* WORK TASK *
From the data below, return each line in which the string "numbered" is found.

* EXERCISE MATERIAL *
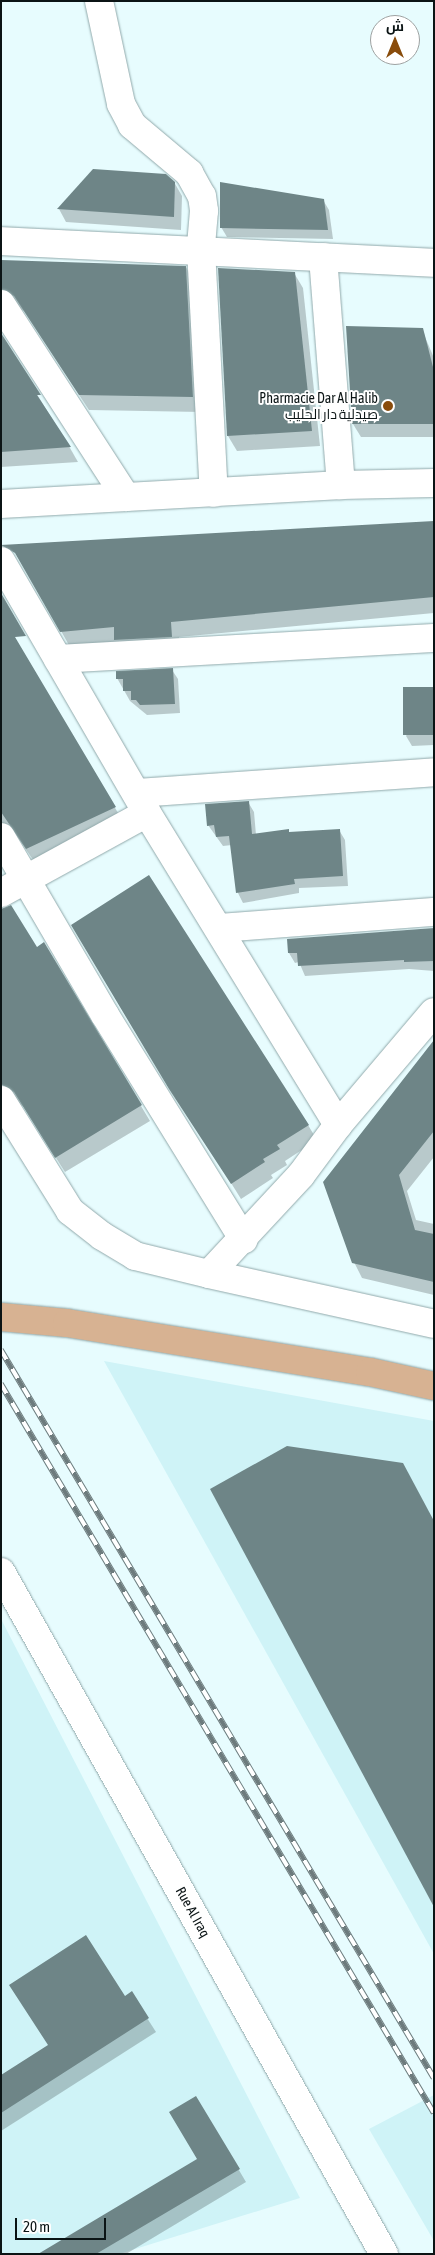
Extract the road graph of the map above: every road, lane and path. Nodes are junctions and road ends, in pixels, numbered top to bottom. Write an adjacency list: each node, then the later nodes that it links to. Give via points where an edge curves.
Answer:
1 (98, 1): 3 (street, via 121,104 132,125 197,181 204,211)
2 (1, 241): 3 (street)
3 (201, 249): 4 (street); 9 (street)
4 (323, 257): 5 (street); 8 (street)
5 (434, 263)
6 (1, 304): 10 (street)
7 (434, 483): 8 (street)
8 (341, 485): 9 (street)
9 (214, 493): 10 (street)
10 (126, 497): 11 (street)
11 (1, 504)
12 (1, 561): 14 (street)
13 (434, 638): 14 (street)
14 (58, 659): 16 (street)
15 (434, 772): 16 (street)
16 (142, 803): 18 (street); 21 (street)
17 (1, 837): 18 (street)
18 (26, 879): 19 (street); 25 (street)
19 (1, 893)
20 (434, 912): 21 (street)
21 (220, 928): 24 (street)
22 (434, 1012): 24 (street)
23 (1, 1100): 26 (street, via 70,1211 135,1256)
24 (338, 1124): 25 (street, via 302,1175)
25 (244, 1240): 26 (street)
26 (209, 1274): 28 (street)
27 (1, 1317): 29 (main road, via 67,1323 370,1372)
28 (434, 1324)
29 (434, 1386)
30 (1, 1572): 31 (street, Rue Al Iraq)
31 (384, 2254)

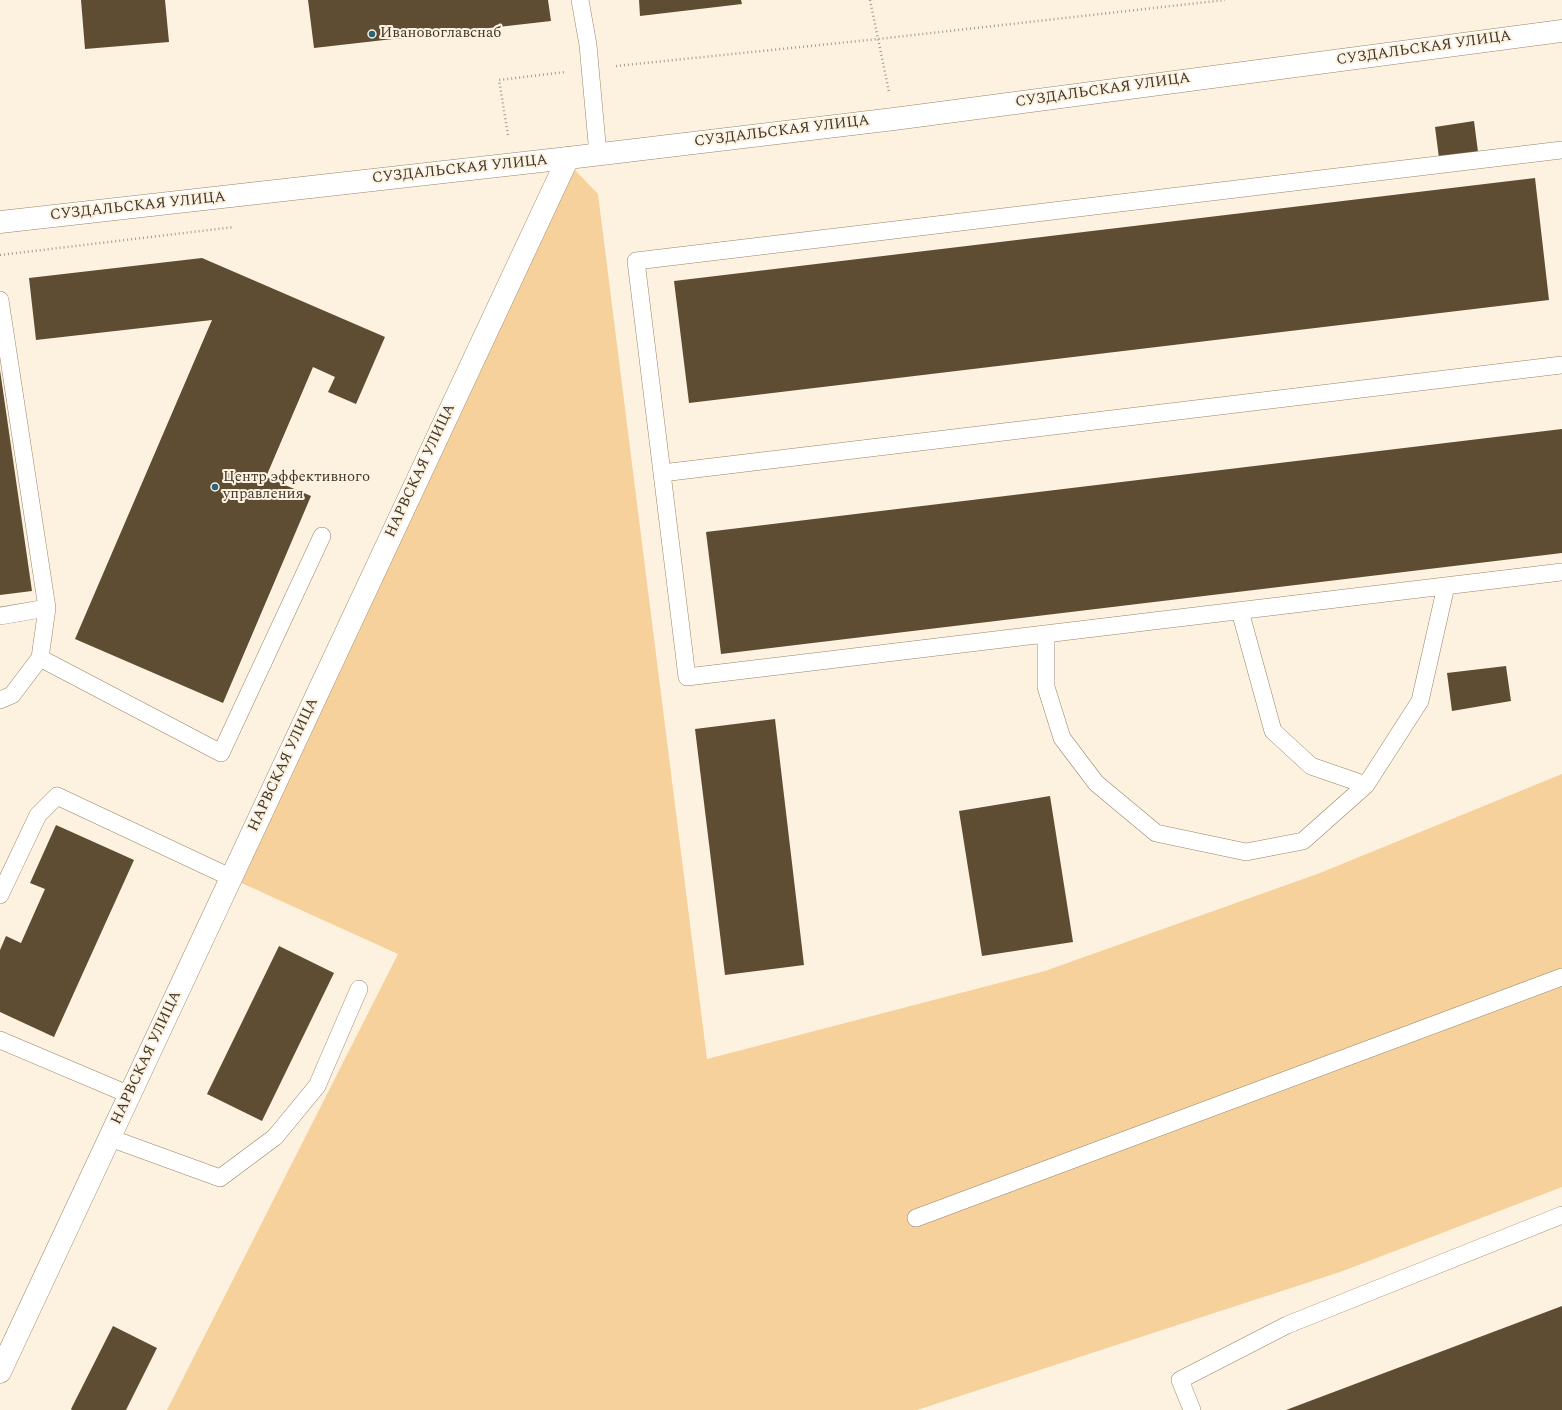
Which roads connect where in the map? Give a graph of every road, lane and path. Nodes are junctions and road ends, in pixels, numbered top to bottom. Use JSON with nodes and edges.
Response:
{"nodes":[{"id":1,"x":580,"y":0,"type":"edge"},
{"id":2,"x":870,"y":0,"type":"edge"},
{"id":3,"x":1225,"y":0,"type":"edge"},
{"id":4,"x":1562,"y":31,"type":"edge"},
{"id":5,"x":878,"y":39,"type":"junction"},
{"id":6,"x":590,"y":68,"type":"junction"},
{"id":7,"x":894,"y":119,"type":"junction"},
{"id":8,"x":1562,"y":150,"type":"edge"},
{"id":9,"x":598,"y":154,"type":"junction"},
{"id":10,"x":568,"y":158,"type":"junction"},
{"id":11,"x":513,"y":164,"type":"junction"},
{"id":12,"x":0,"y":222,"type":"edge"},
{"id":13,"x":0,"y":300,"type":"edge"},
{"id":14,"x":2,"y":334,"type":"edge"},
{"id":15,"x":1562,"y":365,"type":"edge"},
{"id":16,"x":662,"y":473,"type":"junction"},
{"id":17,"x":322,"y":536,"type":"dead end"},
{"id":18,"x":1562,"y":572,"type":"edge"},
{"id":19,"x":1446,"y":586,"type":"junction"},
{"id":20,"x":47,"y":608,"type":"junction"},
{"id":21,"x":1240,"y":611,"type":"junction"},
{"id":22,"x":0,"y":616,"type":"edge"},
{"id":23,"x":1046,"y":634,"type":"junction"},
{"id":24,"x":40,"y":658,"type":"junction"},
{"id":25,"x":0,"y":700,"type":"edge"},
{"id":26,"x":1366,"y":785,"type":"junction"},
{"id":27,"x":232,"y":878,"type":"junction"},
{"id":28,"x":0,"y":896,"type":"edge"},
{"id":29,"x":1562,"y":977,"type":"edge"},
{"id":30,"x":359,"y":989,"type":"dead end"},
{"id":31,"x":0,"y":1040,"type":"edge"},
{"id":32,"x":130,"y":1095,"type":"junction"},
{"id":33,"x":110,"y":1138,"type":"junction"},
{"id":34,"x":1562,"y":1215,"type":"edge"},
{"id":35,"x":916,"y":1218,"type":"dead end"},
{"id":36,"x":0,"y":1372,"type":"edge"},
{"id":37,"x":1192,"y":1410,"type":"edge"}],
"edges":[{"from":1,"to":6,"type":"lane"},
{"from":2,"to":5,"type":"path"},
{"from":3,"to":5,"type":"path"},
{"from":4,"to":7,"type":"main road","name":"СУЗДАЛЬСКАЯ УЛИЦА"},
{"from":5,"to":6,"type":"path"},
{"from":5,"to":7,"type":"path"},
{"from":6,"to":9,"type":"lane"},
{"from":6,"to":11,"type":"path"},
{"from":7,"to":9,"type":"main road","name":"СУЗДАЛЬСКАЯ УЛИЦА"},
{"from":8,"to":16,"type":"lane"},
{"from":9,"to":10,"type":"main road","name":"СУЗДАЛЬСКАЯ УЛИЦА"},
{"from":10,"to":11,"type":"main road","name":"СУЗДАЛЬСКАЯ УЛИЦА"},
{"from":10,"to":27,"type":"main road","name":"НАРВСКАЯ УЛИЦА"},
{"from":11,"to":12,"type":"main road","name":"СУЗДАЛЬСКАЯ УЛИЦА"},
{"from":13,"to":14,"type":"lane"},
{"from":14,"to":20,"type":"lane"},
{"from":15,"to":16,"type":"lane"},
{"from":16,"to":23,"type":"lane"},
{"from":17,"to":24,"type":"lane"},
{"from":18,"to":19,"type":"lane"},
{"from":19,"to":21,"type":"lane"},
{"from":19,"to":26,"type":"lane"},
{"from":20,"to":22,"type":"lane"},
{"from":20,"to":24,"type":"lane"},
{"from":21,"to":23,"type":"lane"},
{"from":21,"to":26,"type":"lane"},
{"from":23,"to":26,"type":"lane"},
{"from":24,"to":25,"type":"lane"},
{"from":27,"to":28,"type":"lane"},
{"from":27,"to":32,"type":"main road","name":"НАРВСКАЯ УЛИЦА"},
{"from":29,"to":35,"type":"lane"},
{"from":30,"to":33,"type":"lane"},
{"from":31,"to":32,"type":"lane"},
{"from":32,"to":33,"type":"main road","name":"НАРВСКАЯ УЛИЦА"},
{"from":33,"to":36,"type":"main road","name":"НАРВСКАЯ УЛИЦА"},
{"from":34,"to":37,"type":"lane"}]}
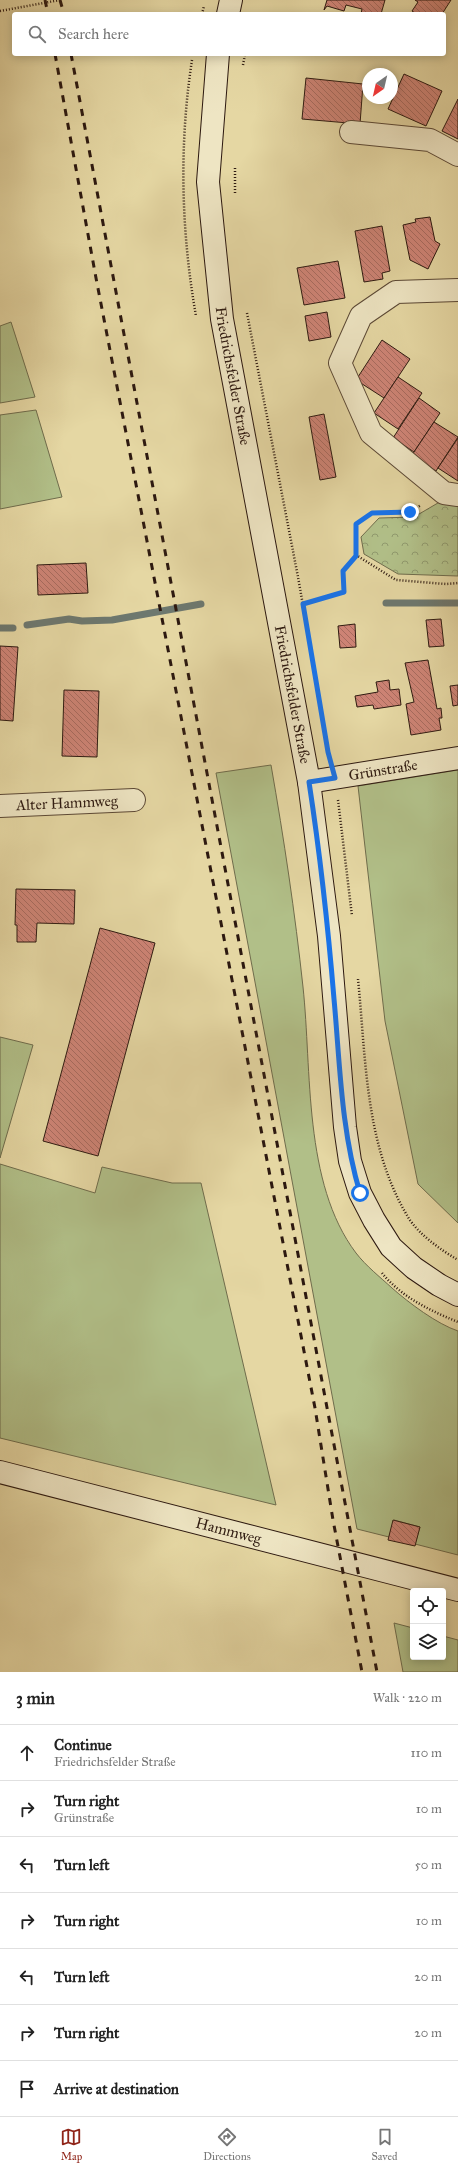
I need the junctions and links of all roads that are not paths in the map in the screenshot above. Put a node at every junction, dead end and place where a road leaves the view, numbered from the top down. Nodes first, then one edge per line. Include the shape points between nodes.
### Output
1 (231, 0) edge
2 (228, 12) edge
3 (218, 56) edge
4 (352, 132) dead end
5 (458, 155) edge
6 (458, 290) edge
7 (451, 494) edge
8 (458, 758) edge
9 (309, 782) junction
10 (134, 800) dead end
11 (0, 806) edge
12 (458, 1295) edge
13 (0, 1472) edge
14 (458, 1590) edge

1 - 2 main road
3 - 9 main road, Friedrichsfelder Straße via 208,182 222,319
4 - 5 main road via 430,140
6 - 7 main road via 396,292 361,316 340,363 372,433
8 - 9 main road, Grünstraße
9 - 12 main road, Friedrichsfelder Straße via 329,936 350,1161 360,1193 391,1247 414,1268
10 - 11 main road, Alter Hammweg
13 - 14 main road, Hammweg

* TASK RESPONSE *
Extract the road graph of the map above: every road, lane and path. Nodes are junctions and road ends, in pixels, numbered top to bottom. Write an adjacency list: each node, then the later nodes that it links to. Give via points where an edge curves.
Which roads connect where in the map? Give a graph of every road, lane and path. Nodes are junctions and road ends, in pixels, numbered top to bottom. Use JSON with nodes and edges.
I need the junctions and links of all roads that are not paths in the map in the screenshot above. Put a node at every junction, dead end and place where a road leaves the view, numbered from the top down. Nodes first, then one edge per line. Include the shape points between nodes.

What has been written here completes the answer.